The week started on Monday, March 11, with quiet weather continuing through Thursday, thanks to a high pressure centered over the South. With a dry airmass over the region, radiational cooling allowed temperatures in portions of the Upstate to drop into the upper 20s on Monday and Tuesday mornings. Other locations around the state reported low temperatures in the low to mid-30s. High temperatures reached the upper 60s to mid-70s under mostly clear skies.
Rain chances remained low throughout the week as high pressure continued to provide sunny and dry conditions across the Southeast. A mid-week warmup started on Wednesday, with well above-average temperatures observed by the weekend. Maximum temperatures were up to fifteen degrees above average, with highs reported in the mid to upper 80s. The National Weather Service station at the Charleston International Airport recorded a high of 86 degrees on Friday, which felt more like the end of May than the Ides of March.
Moisture increased over the region on Friday ahead of a frontal system, and scattered showers and thunderstorms developed across the state during the late evening hours. By Saturday morning, portions of the Upstate had recorded over an inch of rain as the front had stalled over the Midlands. On Sunday, the cold front had pushed east of the region, and high pressure in the Central Plains helped funnel some cooler air into the area.
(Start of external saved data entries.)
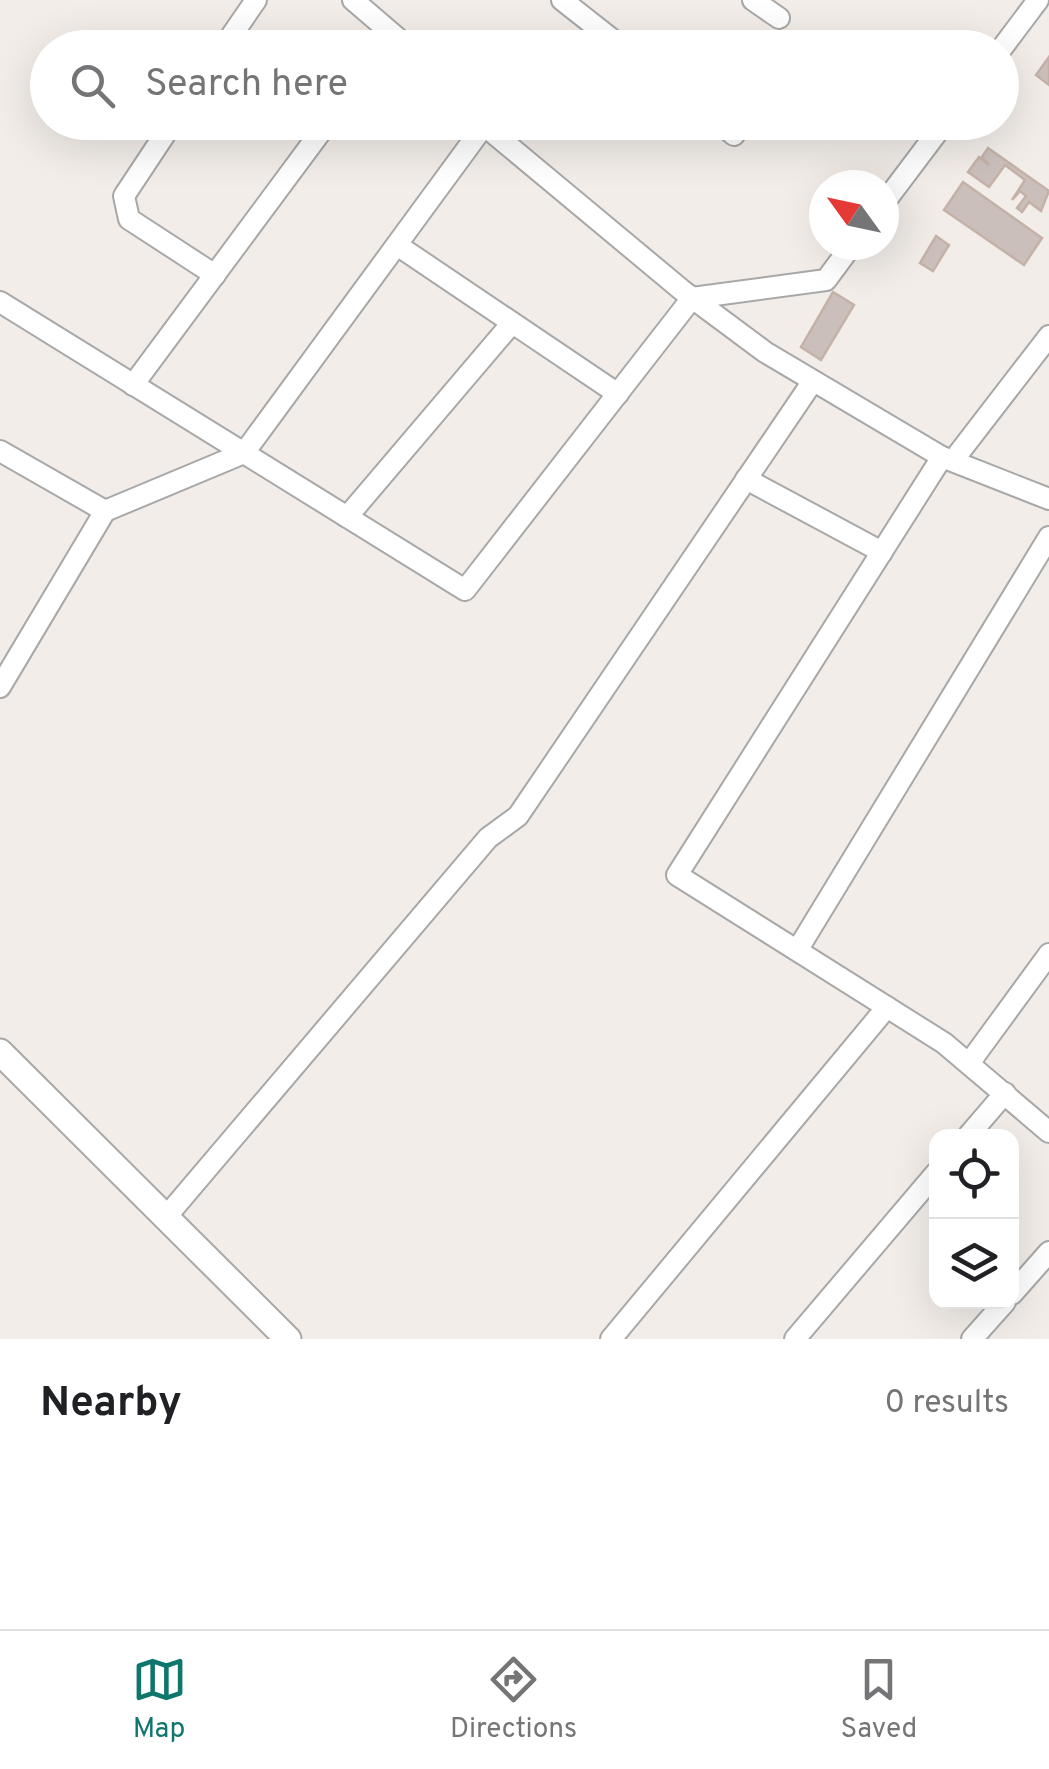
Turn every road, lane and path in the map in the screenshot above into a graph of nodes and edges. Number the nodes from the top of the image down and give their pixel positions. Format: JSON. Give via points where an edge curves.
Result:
{"nodes":[{"id":1,"x":256,"y":0,"type":"edge"},
{"id":2,"x":353,"y":0,"type":"edge"},
{"id":3,"x":562,"y":0,"type":"edge"},
{"id":4,"x":754,"y":0,"type":"edge"},
{"id":5,"x":1038,"y":0,"type":"edge"},
{"id":6,"x":779,"y":18,"type":"dead end"},
{"id":7,"x":235,"y":30,"type":"edge"},
{"id":8,"x":382,"y":30,"type":"edge"},
{"id":9,"x":600,"y":30,"type":"edge"},
{"id":10,"x":1016,"y":30,"type":"edge"},
{"id":11,"x":161,"y":140,"type":"edge"},
{"id":12,"x":315,"y":140,"type":"edge"},
{"id":13,"x":471,"y":140,"type":"edge"},
{"id":14,"x":500,"y":140,"type":"edge"},
{"id":15,"x":931,"y":140,"type":"edge"},
{"id":16,"x":899,"y":183,"type":"edge"},
{"id":17,"x":397,"y":245,"type":"junction"},
{"id":18,"x":841,"y":260,"type":"edge"},
{"id":19,"x":215,"y":275,"type":"junction"},
{"id":20,"x":692,"y":298,"type":"junction"},
{"id":21,"x":0,"y":302,"type":"edge"},
{"id":22,"x":512,"y":322,"type":"junction"},
{"id":23,"x":1049,"y":336,"type":"edge"},
{"id":24,"x":813,"y":381,"type":"junction"},
{"id":25,"x":134,"y":385,"type":"junction"},
{"id":26,"x":618,"y":394,"type":"junction"},
{"id":27,"x":0,"y":451,"type":"edge"},
{"id":28,"x":244,"y":452,"type":"junction"},
{"id":29,"x":948,"y":458,"type":"junction"},
{"id":30,"x":746,"y":479,"type":"junction"},
{"id":31,"x":1049,"y":499,"type":"edge"},
{"id":32,"x":104,"y":511,"type":"junction"},
{"id":33,"x":347,"y":517,"type":"junction"},
{"id":34,"x":1049,"y":537,"type":"edge"},
{"id":35,"x":882,"y":552,"type":"junction"},
{"id":36,"x":0,"y":687,"type":"edge"},
{"id":37,"x":798,"y":950,"type":"junction"},
{"id":38,"x":1049,"y":954,"type":"edge"},
{"id":39,"x":888,"y":1007,"type":"junction"},
{"id":40,"x":0,"y":1052,"type":"edge"},
{"id":41,"x":970,"y":1062,"type":"junction"},
{"id":42,"x":1005,"y":1093,"type":"junction"},
{"id":43,"x":974,"y":1129,"type":"edge"},
{"id":44,"x":1049,"y":1132,"type":"edge"},
{"id":45,"x":929,"y":1181,"type":"edge"},
{"id":46,"x":166,"y":1218,"type":"junction"},
{"id":47,"x":1049,"y":1252,"type":"edge"},
{"id":48,"x":1019,"y":1286,"type":"edge"},
{"id":49,"x":999,"y":1309,"type":"edge"},
{"id":50,"x":288,"y":1339,"type":"edge"},
{"id":51,"x":611,"y":1339,"type":"edge"},
{"id":52,"x":796,"y":1339,"type":"edge"},
{"id":53,"x":972,"y":1339,"type":"edge"}],
"edges":[{"from":1,"to":7,"type":"street"},
{"from":2,"to":8,"type":"street"},
{"from":3,"to":9,"type":"street"},
{"from":4,"to":6,"type":"street"},
{"from":5,"to":10,"type":"street"},
{"from":11,"to":19,"type":"street","via":[[124,196],[128,219]]},
{"from":12,"to":19,"type":"street"},
{"from":13,"to":17,"type":"street"},
{"from":14,"to":20,"type":"street"},
{"from":15,"to":16,"type":"street"},
{"from":17,"to":22,"type":"street"},
{"from":17,"to":28,"type":"street"},
{"from":18,"to":20,"type":"street","via":[[826,280]]},
{"from":19,"to":25,"type":"street"},
{"from":20,"to":24,"type":"street"},
{"from":20,"to":26,"type":"street"},
{"from":21,"to":25,"type":"street"},
{"from":22,"to":26,"type":"street"},
{"from":22,"to":33,"type":"street"},
{"from":23,"to":29,"type":"street"},
{"from":24,"to":29,"type":"street"},
{"from":24,"to":30,"type":"street"},
{"from":25,"to":28,"type":"street"},
{"from":26,"to":33,"type":"street","via":[[465,590]]},
{"from":27,"to":32,"type":"street"},
{"from":28,"to":32,"type":"street"},
{"from":28,"to":33,"type":"street"},
{"from":29,"to":31,"type":"street"},
{"from":29,"to":35,"type":"street"},
{"from":30,"to":35,"type":"street"},
{"from":30,"to":46,"type":"street","via":[[518,816],[488,838]]},
{"from":32,"to":36,"type":"street"},
{"from":34,"to":37,"type":"street"},
{"from":35,"to":37,"type":"street","via":[[677,875]]},
{"from":37,"to":39,"type":"street"},
{"from":38,"to":41,"type":"street"},
{"from":39,"to":41,"type":"street"},
{"from":39,"to":51,"type":"street"},
{"from":40,"to":46,"type":"street"},
{"from":41,"to":42,"type":"street"},
{"from":42,"to":43,"type":"street"},
{"from":42,"to":44,"type":"street"},
{"from":45,"to":52,"type":"street"},
{"from":46,"to":50,"type":"street"},
{"from":47,"to":48,"type":"street"},
{"from":49,"to":53,"type":"street"}]}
Rain chances increased through the daytime hours with isolated to scattered showers as a second cold front moved through the state.
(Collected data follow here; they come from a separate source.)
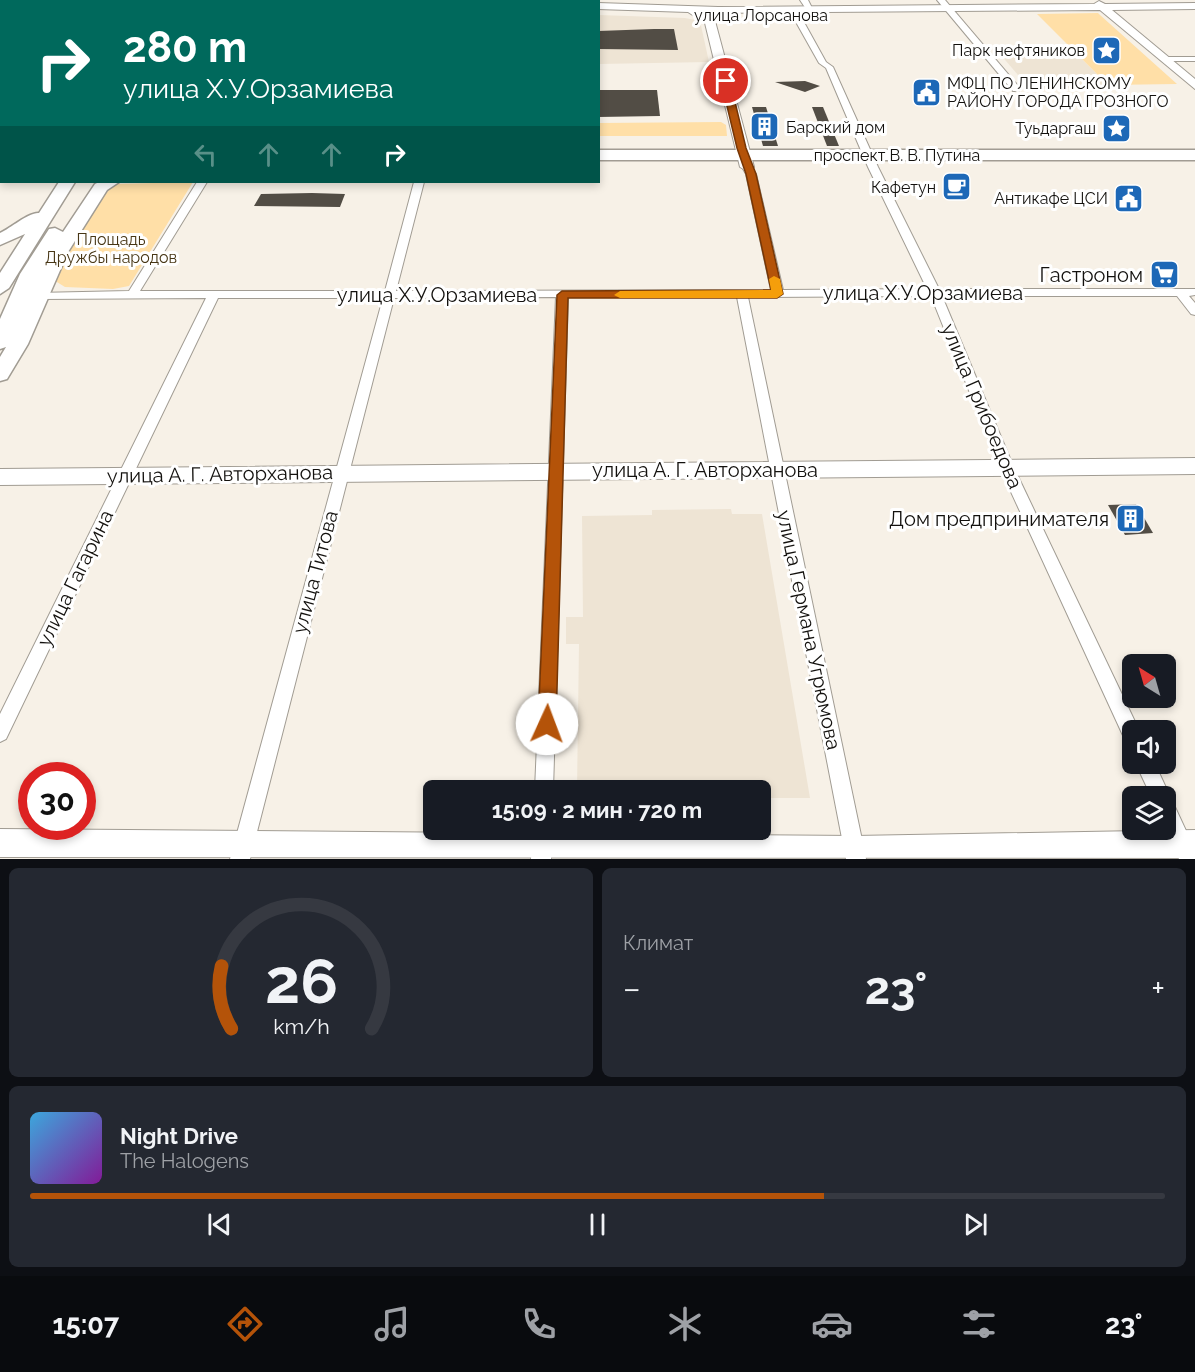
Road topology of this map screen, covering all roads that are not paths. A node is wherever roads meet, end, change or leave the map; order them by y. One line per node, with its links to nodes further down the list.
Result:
1 (677, 0): 7 (street)
2 (804, 0): 8 (street)
3 (1098, 4): 5 (street, улица Лорсанова); 6 (street, улица Лорсанова); 13 (street)
4 (600, 6): 7 (street, улица Лорсанова)
5 (1195, 6)
6 (947, 7): 8 (street, улица Лорсанова); 10 (street, улица Лорсанова); 15 (street)
7 (690, 9): 8 (street, улица Лорсанова); 11 (street)
8 (811, 10)
9 (600, 12): 11 (street, улица Лорсанова)
10 (796, 15): 11 (street, улица Лорсанова); 19 (street, улица Грибоедова)
11 (705, 16): 18 (street)
12 (1195, 58): 13 (street)
13 (1164, 59): 14 (street)
14 (1195, 86)
15 (1016, 89)
16 (600, 155): 18 (main road, проспект В. В. Путина)
17 (1195, 155): 19 (main road, проспект В. В. Путина)
18 (746, 161): 19 (main road, проспект В. В. Путина); 20 (main road, проспект В. В. Путина); 36 (street)
19 (871, 161): 21 (main road, проспект В. В. Путина); 32 (street, улица Грибоедова)
20 (600, 167)
21 (1195, 167)
22 (66, 183): 28 (main road)
23 (66, 183): 29 (main road)
24 (89, 183): 41 (main road)
25 (109, 183): 37 (main road)
26 (201, 183): 33 (street)
27 (419, 183): 38 (street, улица Титова)
28 (0, 240)
29 (0, 288)
30 (1180, 292): 31 (street, улица Х.У.Орзамиева); 32 (street, улица Х.У.Орзамиева); 40 (street)
31 (1195, 292)
32 (935, 293): 36 (street, улица Х.У.Орзамиева); 44 (street, улица Грибоедова)
33 (133, 294): 34 (street, улица Х.У.Орзамиева); 37 (street, улица Х.У.Орзамиева)
34 (214, 294): 38 (street, улица Х.У.Орзамиева); 48 (street, улица Гагарина)
35 (742, 294): 36 (street, улица Х.У.Орзамиева); 39 (street, улица Х.У.Орзамиева); 45 (street, улица Германа Угрюмова)
36 (777, 294)
37 (40, 295): 42 (main road)
38 (390, 295): 39 (street, улица Х.У.Орзамиева); 47 (street, улица Титова)
39 (562, 295): 46 (street)
40 (1195, 311)
41 (0, 342)
42 (0, 374)
43 (1195, 466): 44 (street, улица А. Г. Авторханова)
44 (1007, 468): 45 (street, улица А. Г. Авторханова); 50 (street, улица Грибоедова)
45 (776, 470): 46 (street, улица А. Г. Авторханова); 58 (street, улица Германа Угрюмова)
46 (557, 471): 47 (street, улица А. Г. Авторханова); 52 (street)
47 (342, 472): 48 (street, улица А. Г. Авторханова); 57 (street, улица Титова)
48 (125, 475): 49 (street, улица А. Г. Авторханова); 51 (street, улица Гагарина)
49 (0, 477)
50 (1125, 720)
51 (0, 733)
52 (544, 780)
53 (1176, 825): 56 (street)
54 (0, 843): 57 (street)
55 (542, 845): 57 (street); 58 (street)
56 (1189, 849): 58 (street)
57 (242, 852)
58 (855, 855)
(Note: The highest and lowest official temperatures and highest precipitation totals provided below are based on observations from the National Weather Service (NWS) Cooperative Observer network and the National Weather Service's Forecast Offices.)Weekly* | Since Jan 1 | Departure | |
---|---|---|---|
Anderson Airport | 0.17 | 16.50 | 6.0 |
Greer Airport | 0.77 | 18.64 | 8.2 |
Charlotte, NC Airport | 0.55 | 11.63 | 2.8 |
Columbia Metro Airport | 0.27 | 10.91 | 2.0 |
Orangeburg 2 (COOP) | 0.12 | 10.01 | 0.0 |
Augusta, GA Airport | 0.16 | 9.25 | -0.6 |
Florence Airport | 0.28 | 8.44 | 0.6 |
North Myrtle Beach Airport | 0.11 | 5.54 | -2.6 | Charleston Air Force Base | Trace | 11.76 | 3.5 |
Savannah, GA Airport | 0.16 | 7.86 | -0.2 |
*Weekly precipitation totals ending midnight Sunday. M - denotes total with missing values. s - denotes total with suspect data. |
4-inch depth soil temperature: Clinton: 56 degrees. Columbia: 62 degrees. Barnwell: 56 degrees. Mullins: 61 degrees.
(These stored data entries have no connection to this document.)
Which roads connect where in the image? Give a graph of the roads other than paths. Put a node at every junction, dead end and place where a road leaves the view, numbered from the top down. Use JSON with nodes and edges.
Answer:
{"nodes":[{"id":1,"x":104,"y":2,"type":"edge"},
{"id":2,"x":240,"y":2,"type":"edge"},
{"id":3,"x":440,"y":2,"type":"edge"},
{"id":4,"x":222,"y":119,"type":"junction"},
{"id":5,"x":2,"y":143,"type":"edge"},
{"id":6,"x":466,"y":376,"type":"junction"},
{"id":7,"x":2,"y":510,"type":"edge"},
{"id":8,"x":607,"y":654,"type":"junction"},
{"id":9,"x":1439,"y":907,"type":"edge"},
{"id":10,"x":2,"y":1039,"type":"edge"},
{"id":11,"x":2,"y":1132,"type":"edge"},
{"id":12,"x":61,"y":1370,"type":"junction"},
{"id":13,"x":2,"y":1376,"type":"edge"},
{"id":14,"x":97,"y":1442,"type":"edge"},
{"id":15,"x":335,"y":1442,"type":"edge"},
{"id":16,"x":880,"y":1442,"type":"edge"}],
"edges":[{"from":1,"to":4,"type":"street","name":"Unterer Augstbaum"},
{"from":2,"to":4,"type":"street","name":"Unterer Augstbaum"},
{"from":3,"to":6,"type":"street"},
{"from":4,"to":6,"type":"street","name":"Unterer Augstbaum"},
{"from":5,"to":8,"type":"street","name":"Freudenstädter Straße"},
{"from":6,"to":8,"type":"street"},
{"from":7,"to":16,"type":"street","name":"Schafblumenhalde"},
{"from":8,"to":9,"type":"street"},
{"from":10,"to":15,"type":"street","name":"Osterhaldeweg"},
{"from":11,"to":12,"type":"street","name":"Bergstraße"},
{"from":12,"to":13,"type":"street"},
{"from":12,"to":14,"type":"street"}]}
The period was drier than the previous ones, with most of the state recording less than a quarter of an inch of rain. Areas along and north of the Interstate 85 corridor received the most precipitation, with totals of up to 1.50 inches, resulting from a passing storm system on Friday evening and into early Saturday morning.
Most of the 14-day average streamflow values across the state recorded normal flows; however, gauges in portions of the Upper Savannah and Broad River Basins continued to report above-normal to much-above-normal streamflow values due to the rainfall from the previous periods. River height gauges in portions of the Midlands and Pee Dee regions that had reached minor flood stage started to decline. The river height gauges on the Lower Savannah River continued to rise slowly, reaching the minor flood stage at the end of the period.